Of course Doug had nothing of that sort to give. All he could offer was advice and information. Marty had also made five boils, the first on February 2 during that heat wave and the last on March 3, four days ago.

Two men arrived from the CDL company. One I noticed was Daniel Lalanne, one of the owners of CDL and a French Canadian. CDL is a Canadian company. Bruce had introduced me to Lalanne on one of his trips north when we stopped at the equipment companies. Bruce thought of CDL as an aggressive company on the move.

Georgia Mountain Maples had bought the top-model evaporator produced by CDL, the “Tornade” (the French word for tornado), which ran for about $60,000 with all the bells and whistles, Lalanne soon told me.

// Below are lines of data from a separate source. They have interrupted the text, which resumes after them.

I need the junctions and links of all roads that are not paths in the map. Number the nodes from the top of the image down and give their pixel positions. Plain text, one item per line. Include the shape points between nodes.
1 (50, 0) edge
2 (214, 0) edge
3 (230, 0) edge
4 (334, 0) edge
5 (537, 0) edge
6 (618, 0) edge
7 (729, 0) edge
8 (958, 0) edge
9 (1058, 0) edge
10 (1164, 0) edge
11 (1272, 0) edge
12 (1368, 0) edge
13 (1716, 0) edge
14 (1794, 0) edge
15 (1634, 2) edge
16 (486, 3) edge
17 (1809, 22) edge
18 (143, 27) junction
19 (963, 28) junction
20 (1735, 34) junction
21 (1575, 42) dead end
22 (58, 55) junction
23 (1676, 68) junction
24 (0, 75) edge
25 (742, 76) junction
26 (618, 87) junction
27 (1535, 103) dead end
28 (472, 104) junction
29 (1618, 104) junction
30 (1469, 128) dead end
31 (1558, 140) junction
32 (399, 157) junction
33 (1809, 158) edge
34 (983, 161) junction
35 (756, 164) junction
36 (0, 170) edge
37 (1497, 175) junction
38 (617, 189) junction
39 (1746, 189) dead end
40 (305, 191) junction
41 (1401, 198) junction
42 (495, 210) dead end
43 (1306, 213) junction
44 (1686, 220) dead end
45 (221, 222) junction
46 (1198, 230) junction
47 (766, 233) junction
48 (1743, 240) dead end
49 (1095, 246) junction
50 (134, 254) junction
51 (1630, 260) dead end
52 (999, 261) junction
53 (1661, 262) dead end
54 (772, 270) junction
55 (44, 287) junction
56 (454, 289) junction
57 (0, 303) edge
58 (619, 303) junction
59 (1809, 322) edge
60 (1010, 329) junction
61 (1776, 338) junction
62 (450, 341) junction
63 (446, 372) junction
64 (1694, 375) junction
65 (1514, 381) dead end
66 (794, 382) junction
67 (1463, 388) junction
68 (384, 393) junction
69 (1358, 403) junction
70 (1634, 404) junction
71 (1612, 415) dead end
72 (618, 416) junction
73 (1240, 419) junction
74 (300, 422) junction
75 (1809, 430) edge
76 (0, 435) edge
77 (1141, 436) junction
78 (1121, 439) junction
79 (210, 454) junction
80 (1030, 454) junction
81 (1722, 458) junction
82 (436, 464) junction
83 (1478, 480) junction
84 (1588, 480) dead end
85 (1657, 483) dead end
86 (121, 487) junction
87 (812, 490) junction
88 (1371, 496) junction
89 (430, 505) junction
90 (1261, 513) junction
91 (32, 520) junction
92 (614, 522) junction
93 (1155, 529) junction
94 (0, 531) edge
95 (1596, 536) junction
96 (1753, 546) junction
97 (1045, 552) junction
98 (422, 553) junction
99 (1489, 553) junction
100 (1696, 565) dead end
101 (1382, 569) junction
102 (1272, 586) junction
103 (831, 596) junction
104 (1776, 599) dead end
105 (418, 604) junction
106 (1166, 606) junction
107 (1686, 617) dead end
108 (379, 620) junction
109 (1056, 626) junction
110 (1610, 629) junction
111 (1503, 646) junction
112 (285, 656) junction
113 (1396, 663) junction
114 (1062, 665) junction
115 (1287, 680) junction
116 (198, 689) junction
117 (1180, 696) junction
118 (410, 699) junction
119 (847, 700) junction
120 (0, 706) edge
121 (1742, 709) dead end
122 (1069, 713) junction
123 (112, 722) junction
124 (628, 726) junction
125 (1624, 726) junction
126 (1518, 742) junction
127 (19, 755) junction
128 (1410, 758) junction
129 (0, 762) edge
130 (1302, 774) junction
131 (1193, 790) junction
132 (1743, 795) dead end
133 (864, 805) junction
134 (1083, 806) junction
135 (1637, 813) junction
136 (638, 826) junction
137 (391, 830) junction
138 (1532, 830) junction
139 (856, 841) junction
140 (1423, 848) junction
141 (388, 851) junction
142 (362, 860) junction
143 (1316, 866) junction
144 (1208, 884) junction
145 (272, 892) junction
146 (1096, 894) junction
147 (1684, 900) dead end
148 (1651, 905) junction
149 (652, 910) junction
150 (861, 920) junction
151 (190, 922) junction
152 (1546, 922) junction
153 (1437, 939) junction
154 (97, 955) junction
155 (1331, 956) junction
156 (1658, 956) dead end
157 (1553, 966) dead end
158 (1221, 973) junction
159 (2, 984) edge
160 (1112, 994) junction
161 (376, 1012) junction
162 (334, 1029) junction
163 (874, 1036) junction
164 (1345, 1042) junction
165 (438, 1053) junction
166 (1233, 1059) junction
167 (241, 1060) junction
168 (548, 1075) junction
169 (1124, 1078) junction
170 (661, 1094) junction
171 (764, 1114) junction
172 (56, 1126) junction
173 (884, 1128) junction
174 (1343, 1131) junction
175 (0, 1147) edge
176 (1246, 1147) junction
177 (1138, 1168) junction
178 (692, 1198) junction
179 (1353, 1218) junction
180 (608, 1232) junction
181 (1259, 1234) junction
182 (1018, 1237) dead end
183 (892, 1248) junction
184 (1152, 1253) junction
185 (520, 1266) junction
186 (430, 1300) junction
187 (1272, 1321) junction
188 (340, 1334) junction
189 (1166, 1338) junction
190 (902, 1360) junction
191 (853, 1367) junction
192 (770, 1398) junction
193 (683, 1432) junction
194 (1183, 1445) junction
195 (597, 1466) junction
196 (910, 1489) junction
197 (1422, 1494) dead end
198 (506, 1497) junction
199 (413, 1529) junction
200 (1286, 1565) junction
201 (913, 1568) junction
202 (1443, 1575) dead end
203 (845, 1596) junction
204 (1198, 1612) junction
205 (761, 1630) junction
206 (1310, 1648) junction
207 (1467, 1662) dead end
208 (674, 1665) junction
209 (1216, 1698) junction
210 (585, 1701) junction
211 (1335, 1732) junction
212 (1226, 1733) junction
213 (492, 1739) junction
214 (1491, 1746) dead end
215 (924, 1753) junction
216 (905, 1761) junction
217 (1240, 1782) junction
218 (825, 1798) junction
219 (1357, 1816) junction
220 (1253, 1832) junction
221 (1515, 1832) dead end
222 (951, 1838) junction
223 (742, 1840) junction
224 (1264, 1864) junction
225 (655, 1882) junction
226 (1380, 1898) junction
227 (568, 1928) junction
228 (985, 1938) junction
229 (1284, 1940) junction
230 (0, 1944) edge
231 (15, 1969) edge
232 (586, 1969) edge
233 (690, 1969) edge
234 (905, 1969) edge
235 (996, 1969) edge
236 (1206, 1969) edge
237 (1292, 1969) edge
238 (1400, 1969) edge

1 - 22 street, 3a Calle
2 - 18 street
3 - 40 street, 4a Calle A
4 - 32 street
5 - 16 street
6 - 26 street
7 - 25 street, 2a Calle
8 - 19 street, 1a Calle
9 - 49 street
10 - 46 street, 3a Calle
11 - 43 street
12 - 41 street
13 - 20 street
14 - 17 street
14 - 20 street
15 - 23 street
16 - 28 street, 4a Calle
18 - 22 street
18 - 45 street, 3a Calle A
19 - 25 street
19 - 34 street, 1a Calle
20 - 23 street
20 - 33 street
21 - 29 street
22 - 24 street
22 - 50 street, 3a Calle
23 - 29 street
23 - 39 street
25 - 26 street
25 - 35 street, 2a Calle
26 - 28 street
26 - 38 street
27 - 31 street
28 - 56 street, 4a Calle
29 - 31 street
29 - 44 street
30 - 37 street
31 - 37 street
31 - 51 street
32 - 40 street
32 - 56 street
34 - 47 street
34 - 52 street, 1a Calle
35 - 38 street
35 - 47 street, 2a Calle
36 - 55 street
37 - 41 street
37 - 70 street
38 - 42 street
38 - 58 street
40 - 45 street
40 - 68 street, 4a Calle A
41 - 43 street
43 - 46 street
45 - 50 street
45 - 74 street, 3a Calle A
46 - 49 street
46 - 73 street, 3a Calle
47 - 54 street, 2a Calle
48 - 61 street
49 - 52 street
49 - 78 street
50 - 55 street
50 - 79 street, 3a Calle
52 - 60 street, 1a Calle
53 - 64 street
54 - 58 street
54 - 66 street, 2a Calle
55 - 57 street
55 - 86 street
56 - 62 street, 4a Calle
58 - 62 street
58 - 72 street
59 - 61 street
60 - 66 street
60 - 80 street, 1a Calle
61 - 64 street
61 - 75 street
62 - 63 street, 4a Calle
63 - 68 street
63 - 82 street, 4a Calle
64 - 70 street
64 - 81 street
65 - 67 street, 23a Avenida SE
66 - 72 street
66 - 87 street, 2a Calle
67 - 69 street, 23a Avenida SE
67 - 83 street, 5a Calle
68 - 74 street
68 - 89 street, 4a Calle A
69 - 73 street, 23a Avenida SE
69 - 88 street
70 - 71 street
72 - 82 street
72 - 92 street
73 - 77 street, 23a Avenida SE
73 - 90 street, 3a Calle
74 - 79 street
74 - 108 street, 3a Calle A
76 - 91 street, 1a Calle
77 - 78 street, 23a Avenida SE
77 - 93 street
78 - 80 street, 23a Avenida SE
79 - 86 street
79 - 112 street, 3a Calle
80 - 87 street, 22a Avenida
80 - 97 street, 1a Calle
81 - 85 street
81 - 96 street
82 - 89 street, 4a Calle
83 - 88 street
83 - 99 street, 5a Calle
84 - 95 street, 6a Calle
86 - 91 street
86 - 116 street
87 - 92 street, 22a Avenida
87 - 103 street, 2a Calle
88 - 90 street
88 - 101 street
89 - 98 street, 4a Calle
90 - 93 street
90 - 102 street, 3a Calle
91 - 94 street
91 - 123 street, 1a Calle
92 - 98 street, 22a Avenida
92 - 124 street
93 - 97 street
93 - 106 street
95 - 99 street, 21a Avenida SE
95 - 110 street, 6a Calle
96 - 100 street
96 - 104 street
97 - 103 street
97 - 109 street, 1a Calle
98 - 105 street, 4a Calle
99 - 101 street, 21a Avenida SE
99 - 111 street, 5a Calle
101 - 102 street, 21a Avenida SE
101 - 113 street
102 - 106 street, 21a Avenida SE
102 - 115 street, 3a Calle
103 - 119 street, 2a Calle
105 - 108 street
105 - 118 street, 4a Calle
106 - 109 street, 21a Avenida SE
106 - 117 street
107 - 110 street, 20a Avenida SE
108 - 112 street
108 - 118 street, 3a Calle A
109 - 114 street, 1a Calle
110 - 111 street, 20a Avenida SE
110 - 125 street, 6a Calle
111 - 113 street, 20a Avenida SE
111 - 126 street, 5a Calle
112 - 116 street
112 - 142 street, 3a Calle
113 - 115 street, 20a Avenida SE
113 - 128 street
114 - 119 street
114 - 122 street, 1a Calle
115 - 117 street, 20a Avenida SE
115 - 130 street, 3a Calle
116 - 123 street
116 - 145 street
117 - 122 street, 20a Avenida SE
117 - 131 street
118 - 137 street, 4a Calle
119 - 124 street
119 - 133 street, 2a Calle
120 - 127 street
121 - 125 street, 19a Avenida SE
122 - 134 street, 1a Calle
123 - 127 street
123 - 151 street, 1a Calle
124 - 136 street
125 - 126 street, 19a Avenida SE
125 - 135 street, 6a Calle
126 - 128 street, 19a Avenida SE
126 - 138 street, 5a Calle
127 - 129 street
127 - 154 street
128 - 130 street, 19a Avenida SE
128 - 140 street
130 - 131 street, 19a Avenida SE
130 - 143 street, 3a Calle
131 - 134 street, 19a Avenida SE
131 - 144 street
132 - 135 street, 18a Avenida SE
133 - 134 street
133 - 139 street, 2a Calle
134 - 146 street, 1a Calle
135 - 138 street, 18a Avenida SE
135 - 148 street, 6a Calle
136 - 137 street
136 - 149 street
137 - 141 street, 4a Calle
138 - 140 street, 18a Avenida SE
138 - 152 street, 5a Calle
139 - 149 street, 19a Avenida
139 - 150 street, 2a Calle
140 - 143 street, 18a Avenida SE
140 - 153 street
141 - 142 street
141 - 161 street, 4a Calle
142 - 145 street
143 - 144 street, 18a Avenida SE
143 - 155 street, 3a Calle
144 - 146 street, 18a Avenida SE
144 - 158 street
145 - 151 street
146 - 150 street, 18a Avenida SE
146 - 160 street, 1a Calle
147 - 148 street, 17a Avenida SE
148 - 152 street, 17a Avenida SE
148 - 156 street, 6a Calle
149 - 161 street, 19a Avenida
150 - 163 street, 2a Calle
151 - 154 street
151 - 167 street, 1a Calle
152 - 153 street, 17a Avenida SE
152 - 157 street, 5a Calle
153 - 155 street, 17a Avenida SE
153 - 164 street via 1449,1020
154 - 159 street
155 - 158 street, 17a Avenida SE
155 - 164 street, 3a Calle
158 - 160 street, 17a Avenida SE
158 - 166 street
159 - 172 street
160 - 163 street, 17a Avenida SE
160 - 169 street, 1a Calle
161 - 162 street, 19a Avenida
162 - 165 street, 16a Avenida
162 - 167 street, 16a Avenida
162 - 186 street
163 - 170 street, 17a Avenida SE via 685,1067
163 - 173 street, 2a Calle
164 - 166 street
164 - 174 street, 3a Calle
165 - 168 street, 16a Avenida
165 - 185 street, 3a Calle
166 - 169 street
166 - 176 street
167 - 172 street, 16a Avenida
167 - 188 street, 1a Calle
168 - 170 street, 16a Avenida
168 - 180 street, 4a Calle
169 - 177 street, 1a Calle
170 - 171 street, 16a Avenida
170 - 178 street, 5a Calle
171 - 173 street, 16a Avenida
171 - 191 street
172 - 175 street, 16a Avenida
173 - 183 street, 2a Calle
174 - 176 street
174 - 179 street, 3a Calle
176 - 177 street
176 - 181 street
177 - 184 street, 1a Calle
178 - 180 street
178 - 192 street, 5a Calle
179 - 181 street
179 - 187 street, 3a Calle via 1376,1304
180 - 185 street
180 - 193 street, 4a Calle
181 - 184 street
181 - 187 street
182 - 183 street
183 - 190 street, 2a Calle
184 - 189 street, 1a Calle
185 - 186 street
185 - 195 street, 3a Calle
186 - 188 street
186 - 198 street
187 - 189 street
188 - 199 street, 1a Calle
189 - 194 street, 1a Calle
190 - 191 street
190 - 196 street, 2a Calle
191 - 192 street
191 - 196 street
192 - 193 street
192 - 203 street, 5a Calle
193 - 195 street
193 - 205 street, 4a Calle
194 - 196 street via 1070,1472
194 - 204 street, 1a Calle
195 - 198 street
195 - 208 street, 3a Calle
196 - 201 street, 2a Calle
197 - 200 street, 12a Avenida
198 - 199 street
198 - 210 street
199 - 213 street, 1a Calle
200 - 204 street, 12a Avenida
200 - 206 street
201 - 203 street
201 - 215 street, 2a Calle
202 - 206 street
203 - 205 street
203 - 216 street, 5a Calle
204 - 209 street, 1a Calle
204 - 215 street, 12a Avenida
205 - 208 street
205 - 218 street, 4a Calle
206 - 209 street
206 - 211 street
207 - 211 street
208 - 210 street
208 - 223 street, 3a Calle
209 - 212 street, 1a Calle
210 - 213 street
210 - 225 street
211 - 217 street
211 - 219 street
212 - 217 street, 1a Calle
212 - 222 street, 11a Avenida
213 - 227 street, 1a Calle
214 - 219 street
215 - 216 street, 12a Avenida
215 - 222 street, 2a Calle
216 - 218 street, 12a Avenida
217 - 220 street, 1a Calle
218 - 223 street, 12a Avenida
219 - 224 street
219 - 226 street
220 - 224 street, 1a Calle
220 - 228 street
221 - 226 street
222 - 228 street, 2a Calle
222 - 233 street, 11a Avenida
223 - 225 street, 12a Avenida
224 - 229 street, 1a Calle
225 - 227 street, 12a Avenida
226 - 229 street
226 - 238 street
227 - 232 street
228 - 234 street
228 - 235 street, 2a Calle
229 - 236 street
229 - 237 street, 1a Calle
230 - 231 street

Marty was having some problems with the oil burner. The technician opened a front panel, worked for a few minutes making adjustments, and then, with a whoosh, the Tornade shuddered into being. Lalanne and the technician went into the pump room to confer on the equipment there. They stayed for a couple of hours, going back and forth from the pump room to the evaporator.

I waited for the opportunity to talk to Lalanne because I wanted to know his thoughts on the expansion of the US industry. Bruce talked about it often, how in this new era the
production on the American side of the border was growing. Actually that was why I was here on this day: Georgia Mountain Maples was a premier example of the expansion. People with money getting into the maple business.

When I saw Lalanne standing alone away from the evaporator, I walked over and reintroduced myself. Almost immediately we began talking about the Federation. You couldn’t talk about American expansion for long without talking about the Federation, and you couldn’t talk about the Federation without talking about the surplus, the Global Strategic Reserve.

The Global Strategic Reserve was more commonly called simply “the surplus,” which was a supply kept in reserve in case of a shortage. The surplus had been established in 2002 by vote of the Quebec producers who were members of the Federation. At the same time a provision called “sales agency” was established, after which all bulk sales of Quebec syrup were channeled through the Federation. By 2004 the Global Strategic Reserve had grown to be as large as an entire year’s crop, and the Federation established production quotas for its members. These measures were controversial and brought on a difficult time—plainclothes policemen attended Federation meetings, leaders received threats, and the president’s sugarhouse was burned down. The leadership assured its members they were being visionary for making the changes, and this proved true after four consecutive poor crops between 2005 and 2008 due to prolonged winters. Prices went from $2.50 to as much as $4.25 a pound, and in US stores there was a twenty-five percent loss of shelf space—for every four quarts on the shelves there were now three. The Federation surplus, depleted during that
time, prevented much greater losses. Arnold Coombs was still working in 2012 to put that fourth quart back on the shelf.

“The Americans have the best of both worlds,” Lalanne said. “They get the Federation price and no production limits. I think the Americans should support the surplus. But that will never happen. The Federation has thirty-something million pounds in storage now. It’s protecting the industry if there’s a shortage.”

I mentioned a prediction Bruce had made, that with continuing increase on the American side, by the end of the decade the US crop would be 50 million pounds, half the production of Quebec.

Lalanne’s prediction went way beyond Bruce’s. “I see the US out-producing Canada in five to six years,” he said. It sounded so outrageous that I stepped back to get a better look at him.

He had warnings about rapid US growth. “I think the expansion will continue for at least another four or five years, but eventually there will be a bad year. It won’t be like this forever. I tell all the sugarmakers: be able to live with two-dollar syrup.”

The best of both worlds, Lalanne said. One thing that seemed ironic was that the Federation, with its price support and surplus, brought the stability that allowed Kevin Harrison to place a fairly safe bet on Georgia Mountain Maples.